Tony Blair, the British prime minister , and Jose Manuel Barroso, president of the EU Commission, on Thursday praised Kiev's liberal leadership and said that market status was a critical stage in fulfilling an action plan that Ukraine hopes will eventually lead to EU membership.

 

Blair predicted that the measure would be followed by admission early next year to the World Trade Organisation, further talks to ease visa regulations and the start of negotiations on a free trade deal.

 

Blair told reporters at a Ukraine-EU summit in Kiev: "All these are important in their own right. But their greatest importance is their symbolism of a new and deeper and stronger relationship between the European Union and Ukraine."

 

Barroso praised Ukraine's "great progress" since Viktor Yushchenko became president in January.
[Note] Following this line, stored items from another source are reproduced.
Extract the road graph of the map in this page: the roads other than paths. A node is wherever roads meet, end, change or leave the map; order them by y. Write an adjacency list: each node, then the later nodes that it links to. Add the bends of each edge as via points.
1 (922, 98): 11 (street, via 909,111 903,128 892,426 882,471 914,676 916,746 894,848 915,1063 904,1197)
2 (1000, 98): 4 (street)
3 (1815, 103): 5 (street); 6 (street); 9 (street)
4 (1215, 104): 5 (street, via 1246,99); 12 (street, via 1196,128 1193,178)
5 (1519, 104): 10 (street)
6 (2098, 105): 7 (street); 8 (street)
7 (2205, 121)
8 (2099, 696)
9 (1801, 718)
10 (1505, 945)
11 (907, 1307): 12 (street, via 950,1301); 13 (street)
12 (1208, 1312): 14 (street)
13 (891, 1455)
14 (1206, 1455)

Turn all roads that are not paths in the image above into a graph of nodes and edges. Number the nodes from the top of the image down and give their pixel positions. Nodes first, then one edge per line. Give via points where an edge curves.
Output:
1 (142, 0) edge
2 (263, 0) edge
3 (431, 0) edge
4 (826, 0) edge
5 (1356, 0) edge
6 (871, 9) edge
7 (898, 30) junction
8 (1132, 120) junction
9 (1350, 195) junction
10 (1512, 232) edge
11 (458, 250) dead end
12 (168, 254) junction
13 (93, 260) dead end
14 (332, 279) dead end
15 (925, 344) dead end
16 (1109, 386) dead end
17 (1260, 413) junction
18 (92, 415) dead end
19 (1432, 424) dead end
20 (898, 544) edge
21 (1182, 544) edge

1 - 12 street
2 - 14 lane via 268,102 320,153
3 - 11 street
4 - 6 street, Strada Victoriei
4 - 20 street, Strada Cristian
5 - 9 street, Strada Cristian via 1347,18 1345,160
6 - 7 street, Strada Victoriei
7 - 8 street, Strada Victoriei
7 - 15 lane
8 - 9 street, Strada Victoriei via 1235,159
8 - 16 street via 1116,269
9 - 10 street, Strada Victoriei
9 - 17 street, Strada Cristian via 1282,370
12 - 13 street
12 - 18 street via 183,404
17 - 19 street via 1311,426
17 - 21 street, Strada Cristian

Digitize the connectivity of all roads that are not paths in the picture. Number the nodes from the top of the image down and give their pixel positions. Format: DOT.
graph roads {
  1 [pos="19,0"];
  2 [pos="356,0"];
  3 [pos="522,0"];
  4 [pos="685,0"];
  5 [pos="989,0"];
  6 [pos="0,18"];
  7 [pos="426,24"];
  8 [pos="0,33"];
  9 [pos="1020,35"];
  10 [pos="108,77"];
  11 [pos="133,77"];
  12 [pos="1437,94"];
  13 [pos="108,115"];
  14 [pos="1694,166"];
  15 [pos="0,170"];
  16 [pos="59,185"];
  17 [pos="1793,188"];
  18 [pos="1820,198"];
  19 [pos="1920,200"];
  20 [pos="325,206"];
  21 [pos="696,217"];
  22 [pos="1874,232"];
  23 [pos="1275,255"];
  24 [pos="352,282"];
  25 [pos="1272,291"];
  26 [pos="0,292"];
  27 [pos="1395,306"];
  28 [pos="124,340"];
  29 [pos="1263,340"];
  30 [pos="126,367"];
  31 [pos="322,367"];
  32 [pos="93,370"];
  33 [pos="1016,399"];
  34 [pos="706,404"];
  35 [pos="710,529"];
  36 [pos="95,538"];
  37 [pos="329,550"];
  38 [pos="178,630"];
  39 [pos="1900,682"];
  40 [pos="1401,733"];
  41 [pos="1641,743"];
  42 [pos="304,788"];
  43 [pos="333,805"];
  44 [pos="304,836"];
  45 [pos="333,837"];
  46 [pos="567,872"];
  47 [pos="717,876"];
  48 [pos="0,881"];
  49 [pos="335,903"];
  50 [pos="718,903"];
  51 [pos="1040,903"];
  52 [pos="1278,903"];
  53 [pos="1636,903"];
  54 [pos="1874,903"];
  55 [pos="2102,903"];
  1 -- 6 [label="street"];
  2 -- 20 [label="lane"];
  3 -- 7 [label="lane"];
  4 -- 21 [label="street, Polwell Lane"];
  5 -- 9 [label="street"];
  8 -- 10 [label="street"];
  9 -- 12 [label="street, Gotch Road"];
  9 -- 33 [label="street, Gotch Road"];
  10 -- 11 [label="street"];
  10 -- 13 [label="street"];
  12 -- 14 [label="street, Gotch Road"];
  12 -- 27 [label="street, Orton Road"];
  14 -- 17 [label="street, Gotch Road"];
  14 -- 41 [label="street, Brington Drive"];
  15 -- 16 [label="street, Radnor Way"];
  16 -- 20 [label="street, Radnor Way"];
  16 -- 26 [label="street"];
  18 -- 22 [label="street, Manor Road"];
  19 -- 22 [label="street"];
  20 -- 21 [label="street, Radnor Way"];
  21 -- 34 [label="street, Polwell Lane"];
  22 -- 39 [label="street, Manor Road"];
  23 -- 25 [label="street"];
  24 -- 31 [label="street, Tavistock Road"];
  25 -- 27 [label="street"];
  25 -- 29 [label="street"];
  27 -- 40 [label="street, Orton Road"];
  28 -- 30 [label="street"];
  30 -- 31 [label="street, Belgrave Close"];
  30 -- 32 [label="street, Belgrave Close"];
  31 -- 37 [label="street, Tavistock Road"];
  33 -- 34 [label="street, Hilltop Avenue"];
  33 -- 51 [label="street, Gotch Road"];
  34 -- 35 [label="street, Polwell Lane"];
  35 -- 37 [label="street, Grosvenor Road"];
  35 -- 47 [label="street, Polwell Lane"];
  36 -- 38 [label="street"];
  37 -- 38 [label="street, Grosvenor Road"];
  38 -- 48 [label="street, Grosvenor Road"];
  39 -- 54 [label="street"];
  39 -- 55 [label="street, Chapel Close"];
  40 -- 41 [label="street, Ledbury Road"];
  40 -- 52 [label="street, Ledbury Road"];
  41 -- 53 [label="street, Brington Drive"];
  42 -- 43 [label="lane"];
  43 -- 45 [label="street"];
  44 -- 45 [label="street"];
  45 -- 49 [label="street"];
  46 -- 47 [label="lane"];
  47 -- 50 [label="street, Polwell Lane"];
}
He said market status and accords on navigation, aviation and energy proved that the EU "has been delivering on our promises".

 

Main focus

 

Yushchenko has kept membership of EU and Nato his main focus despite a turbulent first year in office since winning election on a wave of "Orange Revolution" protests against poll fraud.

 

Blair (R) praised Ukraine's liberal
leadership under Yuschenko

 Yushchenko sacked Yulia Tymoshenko, his prime minister, in September after clashes over privatisation and state regulation of the economy.

 

Ukraine's WTO membership bid fell short after parliament failed to pass key bills and negotiations on a trade deal with Washington and other countries remained incomplete.

 

Ukraine has been seeking market economy status to boost trade relations with the 25-member bloc, now on its borders since the EU's eastward expansion last May.

 

It sees the status as vital to allowing Ukrainian steel producers, major exporters and drivers behind economic growth, to avoid anti-dumping measures against competitive goods.

 

Largest trade partner

 

The EU is Ukraine's largest trade partner, with a turnover of $22 billion a year overtaking its $20 billion annual trade with Russia.

 

Blair, who holds the EU's rotating presidency, said he believed that Ukraine was on track with its three-year European action plan.

 

"One of the things that happens in democracy is that occasionally you get some turbulence"

Tony Blair,
British prime minister

"I believe it is on course," he said. "One of the things that happens in democracy is that occasionally you get some turbulence. I've got some experience of it myself."

 

He said Ukraine's prospects in Europe were "very, very clear indeed" because of a commitment to democracy and market reforms.

 

Blair said: "This is a vision that has to be shared by a country, not just by a leader. And if that can be done, then the possibilities are limitless in the development of our

relationship."

 

Yushchenko said the country's aim was EU integration. He said: "We will do everything so that within the framework of this strategic aim European Union citizens will see no new problems with Ukrainian membership, but rather new advantages."